As the first months of this new presidency have passed, though, rumblings on the right about the legitimacy of Biden’s election have grown louder, and, frankly, weirder.

As the first months of this new presidency have passed, though, rumblings on the right about the legitimacy of Biden’s election have grown louder, and, frankly, weirder. Trump now frequently claims that he will be “reinstated” as president. A majority of Republican voters now say they believe the 2020 election was marred by significant fraud, and that Biden may not in fact have been elected to the office he now holds. Citing those doubts and fears among their voters, Republican-controlled states across the country are restricting voting rights aggressively and reorganizing election procedures to give partisan Republicans more control over election infrastructure and post-vote challenges.

Arizona Republicans have organized an absurd inquisition into most of the state’s presidential vote, administered by QAnon adherents and pro-Trump conspiracy theorists. The stated intent of the promoters of Arizona’s stunt is to “decertify” Arizona’s presidential election result, which – as the kids say — is not a thing. But the literal legal standing of the election result, at the end of the day, is not really the point.

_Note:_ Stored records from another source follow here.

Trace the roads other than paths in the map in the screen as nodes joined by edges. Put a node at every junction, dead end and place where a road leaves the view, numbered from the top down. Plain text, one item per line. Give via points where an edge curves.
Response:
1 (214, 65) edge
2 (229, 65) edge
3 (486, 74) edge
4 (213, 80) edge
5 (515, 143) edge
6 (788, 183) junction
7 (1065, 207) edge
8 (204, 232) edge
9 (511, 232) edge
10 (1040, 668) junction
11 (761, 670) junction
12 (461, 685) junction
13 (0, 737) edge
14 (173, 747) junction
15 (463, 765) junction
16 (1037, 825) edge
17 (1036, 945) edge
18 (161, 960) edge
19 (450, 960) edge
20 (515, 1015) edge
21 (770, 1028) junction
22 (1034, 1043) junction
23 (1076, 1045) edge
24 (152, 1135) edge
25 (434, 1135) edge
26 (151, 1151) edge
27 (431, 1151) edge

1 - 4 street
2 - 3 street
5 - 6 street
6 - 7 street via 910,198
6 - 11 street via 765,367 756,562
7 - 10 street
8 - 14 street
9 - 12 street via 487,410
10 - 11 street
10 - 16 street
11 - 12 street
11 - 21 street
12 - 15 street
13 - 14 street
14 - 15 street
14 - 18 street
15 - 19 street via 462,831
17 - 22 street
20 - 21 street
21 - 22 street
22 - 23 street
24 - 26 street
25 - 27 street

The real point is to unsettle Americans’ sense that the election is done, and that its results are objectively knowable.

We may have survived the narrow scrape with a violent coup attempt during the interregnum, which we were so presciently warned about before the election. But since then, during the Biden presidency, the predominant dynamic among base Republican voters has bent back toward small-d democratic rejection. In 2021, the otherwise normal flow of off-year conservative politics has been inflected by a steady and growing effort to “illegitimize” the 2020 election result and declare it unclear — or unsettled.

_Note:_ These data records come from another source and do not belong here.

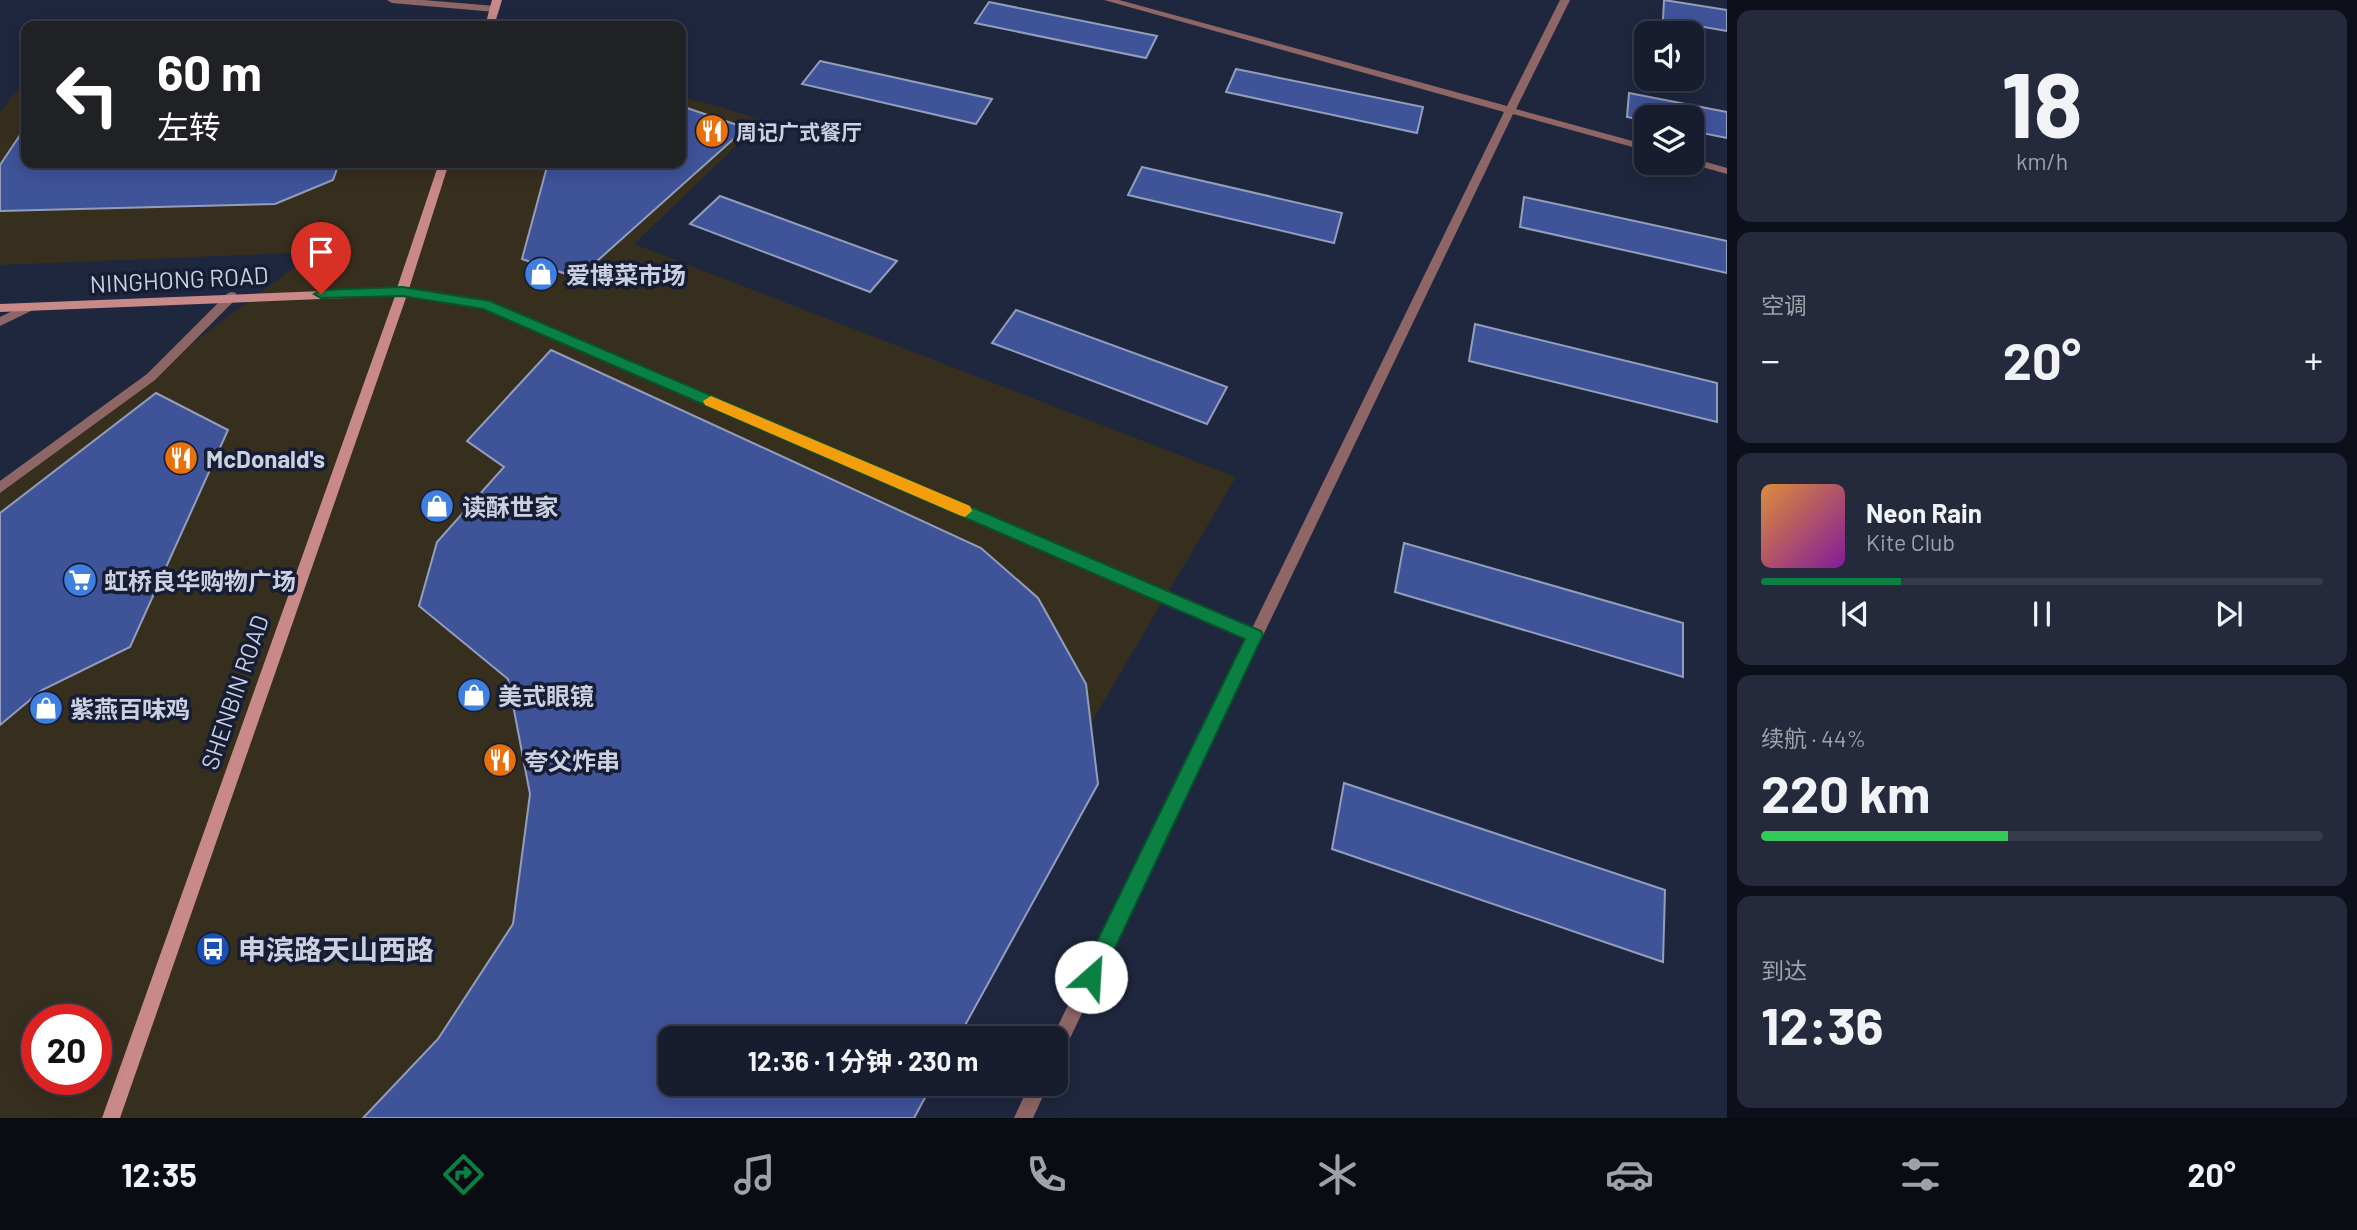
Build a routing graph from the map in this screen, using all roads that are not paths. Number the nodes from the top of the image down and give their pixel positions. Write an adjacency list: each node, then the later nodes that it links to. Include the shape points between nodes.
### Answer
1 (392, 0): 4 (street)
2 (1109, 0): 6 (street)
3 (1565, 0): 6 (street)
4 (496, 4): 5 (main road)
5 (491, 21)
6 (1510, 110): 7 (street); 17 (street)
7 (1634, 144)
8 (1704, 164): 10 (street)
9 (442, 168): 11 (main road, SHENBIN ROAD)
10 (1727, 171)
11 (402, 292): 12 (main road, NINGHONG ROAD); 17 (street, via 485,304); 20 (main road, SHENBIN ROAD)
12 (232, 296): 13 (main road, NINGHONG ROAD); 16 (street, via 151,377)
13 (29, 307): 14 (main road, NINGHONG ROAD); 15 (street)
14 (0, 308)
15 (0, 321)
16 (0, 488)
17 (1255, 635): 18 (street)
18 (1067, 1026)
19 (1034, 1096): 21 (street)
20 (111, 1118)
21 (1023, 1118)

The stakes of this gamble are high for the future of American elections. One risk for Republicans is that their own voters become fearful and suspicious enough about voting itself that they decide turning out on election day is a futile effort. That dynamic may have played a part in the Jan. 5 election in Georgia of two Democratic U.S. senators; Democratic voter turnout stayed roughly as strong as it had been in the November presidential contest, but Republican turnout fell off, amid loud Trump complaints that the Georgia election system was somehow “rigged.”

But the larger risk is that fears about election integrity become intractable; that the Trump-led effort to undermine the clarity of his own election loss calcifies into a hardened belief among Republican voters that there is no objective truth in election results, that instead it is one party or the other that controls the democratic process, and whichever result that party prefers is simply proclaimed at the end of the day.

That is in fact how sham elections work in autocratic countries around the globe. It’s not how they’re supposed to work here.

That is in fact how sham elections work in autocratic countries around the globe. It’s not how they’re supposed to work here. But hey, time flies when you’re flirting with anti-democratic authoritarian nihilism.

Not in the dystopian distant future but in the near term, this dynamic is at work now on the political right. The point of making election results seem unclear and inherently suspect is to provide a pretext for partisans to seize the democratic process for themselves and declare the election “result” they favor. That’s not the risk we run somewhere far off down the line; in the wake of the 2020 Trump re-election loss fiasco, that’s what Republican-controlled states like Georgia are doing now as they restructure elections to fit the conspiracy narrative about 2020.

We made it through the interregnum, yes. But if “the mechanisms of decision [were] at meaningful risk of breaking down” then, they’re even more at risk now. We’re used to Democrats versus Republicans in American elections. Now we’re entering the era of anti-democrats versus elections themselves. The red lights are blinking brighter than ever.